EXERCISE PROMPT:
Please state how many lines below include the word "lane"; the reply should be the number only.

STORED DATA:

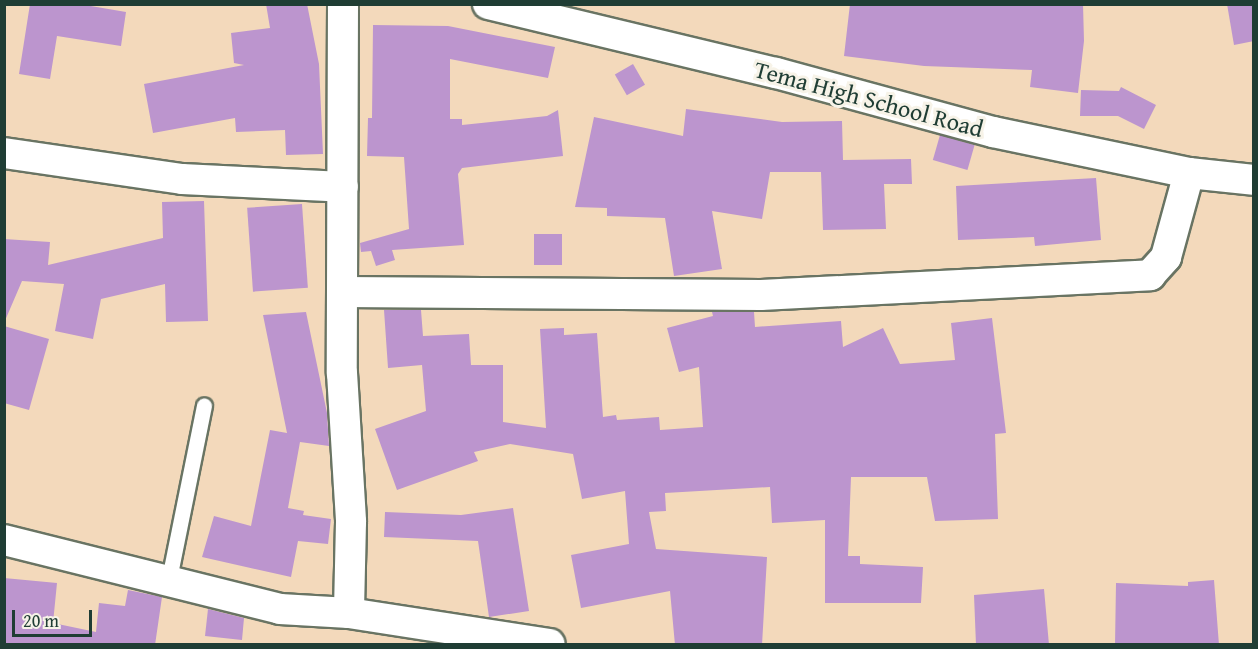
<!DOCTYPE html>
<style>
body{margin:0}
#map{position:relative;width:1258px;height:649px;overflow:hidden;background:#f3d9bb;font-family:"Gentium Book Plus",serif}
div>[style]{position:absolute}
.building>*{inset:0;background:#bc95ce;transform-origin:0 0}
.roads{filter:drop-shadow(2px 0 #697463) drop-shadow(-2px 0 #697463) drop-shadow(0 2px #697463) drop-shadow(0 -2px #697463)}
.lane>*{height:15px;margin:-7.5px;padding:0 7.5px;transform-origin:7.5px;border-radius:7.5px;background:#fff}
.street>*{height:30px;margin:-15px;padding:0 15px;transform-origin:15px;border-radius:15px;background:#fff}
span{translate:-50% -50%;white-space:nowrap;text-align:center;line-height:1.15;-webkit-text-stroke:6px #f7f3e8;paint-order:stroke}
.street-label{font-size:24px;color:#1f3d34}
.frame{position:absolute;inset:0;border:6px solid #1f3d34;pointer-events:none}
.scale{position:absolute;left:12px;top:610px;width:80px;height:27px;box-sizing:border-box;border:3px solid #1f3d34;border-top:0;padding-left:8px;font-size:18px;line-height:21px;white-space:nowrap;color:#1f3d34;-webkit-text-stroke:4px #f7f3e8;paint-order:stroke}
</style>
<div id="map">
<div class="building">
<i style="clip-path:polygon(30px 4px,79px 4px,126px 12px,121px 46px,57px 36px,50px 79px,19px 74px)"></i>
<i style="clip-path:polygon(266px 4px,307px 4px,319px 64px,323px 154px,286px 155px,285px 130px,236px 132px,235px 118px,153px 133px,144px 84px,244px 65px,234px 63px,231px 33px,270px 28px)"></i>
<i style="clip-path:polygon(850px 4px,1083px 4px,1084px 41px,1078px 93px,1030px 87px,1032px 70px,924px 66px,844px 56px)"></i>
<i style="clip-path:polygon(1227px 4px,1254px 4px,1254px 41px,1234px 45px)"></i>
<i style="clip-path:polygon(373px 25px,448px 26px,555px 47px,548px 78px,450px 59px,450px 119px,462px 119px,462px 125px,547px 116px,558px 110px,563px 156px,462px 168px,458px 174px,464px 245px,392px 250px,395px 260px,376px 266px,371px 251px,361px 252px,360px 243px,409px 229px,404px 157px,367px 156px,368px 118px,372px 118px)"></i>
<i style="left:633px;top:64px;width:24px;height:21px;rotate:60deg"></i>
<i style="clip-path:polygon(1121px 87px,1156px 105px,1144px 129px,1118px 116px,1080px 116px,1081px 90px,1119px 91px)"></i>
<i style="clip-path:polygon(686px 109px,782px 122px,842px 121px,843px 160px,911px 159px,912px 184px,884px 184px,886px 229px,823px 230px,821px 172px,770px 172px,762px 219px,712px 211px,722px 269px,674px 276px,665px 218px,607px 216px,607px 208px,575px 207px,594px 117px,683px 136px)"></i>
<i style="left:940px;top:135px;width:36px;height:26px;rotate:16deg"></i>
<i style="clip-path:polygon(1096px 178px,1101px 240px,1035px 246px,1034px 237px,958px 240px,956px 186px)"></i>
<i style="clip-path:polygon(204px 201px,208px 321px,166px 322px,165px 284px,101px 299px,93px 339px,55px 331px,64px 284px,22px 281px,4px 323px,4px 239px,50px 242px,48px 265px,163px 238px,162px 202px)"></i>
<i style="left:302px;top:204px;width:84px;height:55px;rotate:86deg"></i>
<i style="left:534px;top:234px;width:28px;height:31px"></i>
<i style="clip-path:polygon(384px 310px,421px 310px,423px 336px,469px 334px,471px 365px,503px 365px,503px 422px,546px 428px,540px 329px,564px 328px,564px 335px,597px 333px,603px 417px,616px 415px,617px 420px,659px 417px,660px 430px,703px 427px,699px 367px,679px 372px,667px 328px,713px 316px,712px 312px,754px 312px,755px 327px,841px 321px,843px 347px,883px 328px,900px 364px,955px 360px,951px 323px,992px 318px,1006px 433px,995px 434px,998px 519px,935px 521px,927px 477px,851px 477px,848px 556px,860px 556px,860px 564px,923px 567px,921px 603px,825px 603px,825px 520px,772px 523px,770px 487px,665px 493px,666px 511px,649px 512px,656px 549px,767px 557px,762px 645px,675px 645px,670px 591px,581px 608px,571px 555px,629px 544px,625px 491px,582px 499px,573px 454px,510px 444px,474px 452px,478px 461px,397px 490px,375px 429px,426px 411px,422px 365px,388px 368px)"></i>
<i style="clip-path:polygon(306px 312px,327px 413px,329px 446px,300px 442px,288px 508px,304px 511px,303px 515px,331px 519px,328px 544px,298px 541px,291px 577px,202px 557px,214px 516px,251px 526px,270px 430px,287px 433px,263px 315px)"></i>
<i style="clip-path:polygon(4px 326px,49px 339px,29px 410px,4px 403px)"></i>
<i style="clip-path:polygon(513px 508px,529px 611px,489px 617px,478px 541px,384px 537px,385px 512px,461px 515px)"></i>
<i style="clip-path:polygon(4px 578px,57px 583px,53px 623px,96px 632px,99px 603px,125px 606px,128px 590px,162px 597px,155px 645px,4px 645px)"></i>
<i style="clip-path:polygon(1214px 580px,1219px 645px,1115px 645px,1116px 583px,1188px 586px,1188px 582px)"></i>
<i style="clip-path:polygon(1044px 589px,1049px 645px,976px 645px,974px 595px)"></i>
<i style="clip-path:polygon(208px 609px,244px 618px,242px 640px,205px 636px)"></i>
</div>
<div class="roads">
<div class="lane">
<i style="left:169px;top:579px;width:177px;rotate:-78.6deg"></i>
</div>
<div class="street">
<i style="left:343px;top:4px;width:369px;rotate:90.2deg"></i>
<i style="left:342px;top:373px;width:149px;rotate:86.5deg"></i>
<i style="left:351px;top:522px;width:91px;rotate:91.3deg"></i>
<i style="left:488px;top:4px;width:296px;rotate:13.5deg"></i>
<i style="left:776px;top:73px;width:225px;rotate:15.2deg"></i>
<i style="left:993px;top:132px;width:200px;rotate:11.8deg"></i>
<i style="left:1189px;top:173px;width:65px;rotate:6.1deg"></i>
<i style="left:4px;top:153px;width:180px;rotate:8.3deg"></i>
<i style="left:182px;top:179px;width:161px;rotate:2.8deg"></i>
<i style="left:343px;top:292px;width:418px;rotate:0.4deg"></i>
<i style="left:761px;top:295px;width:390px;rotate:-2.9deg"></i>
<i style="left:1150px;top:275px;width:24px;rotate:-48deg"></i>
<i style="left:1166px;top:257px;width:87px;rotate:-74.7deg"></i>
<i style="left:4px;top:540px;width:284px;rotate:14deg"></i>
<i style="left:280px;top:609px;width:69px;rotate:3.3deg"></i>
<i style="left:349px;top:613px;width:203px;rotate:8.8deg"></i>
</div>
</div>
<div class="street-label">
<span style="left:869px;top:99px;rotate:15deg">Tema High School Road</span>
</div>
<div class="frame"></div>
<div class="scale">20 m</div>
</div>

EXPECTED ANSWER:
2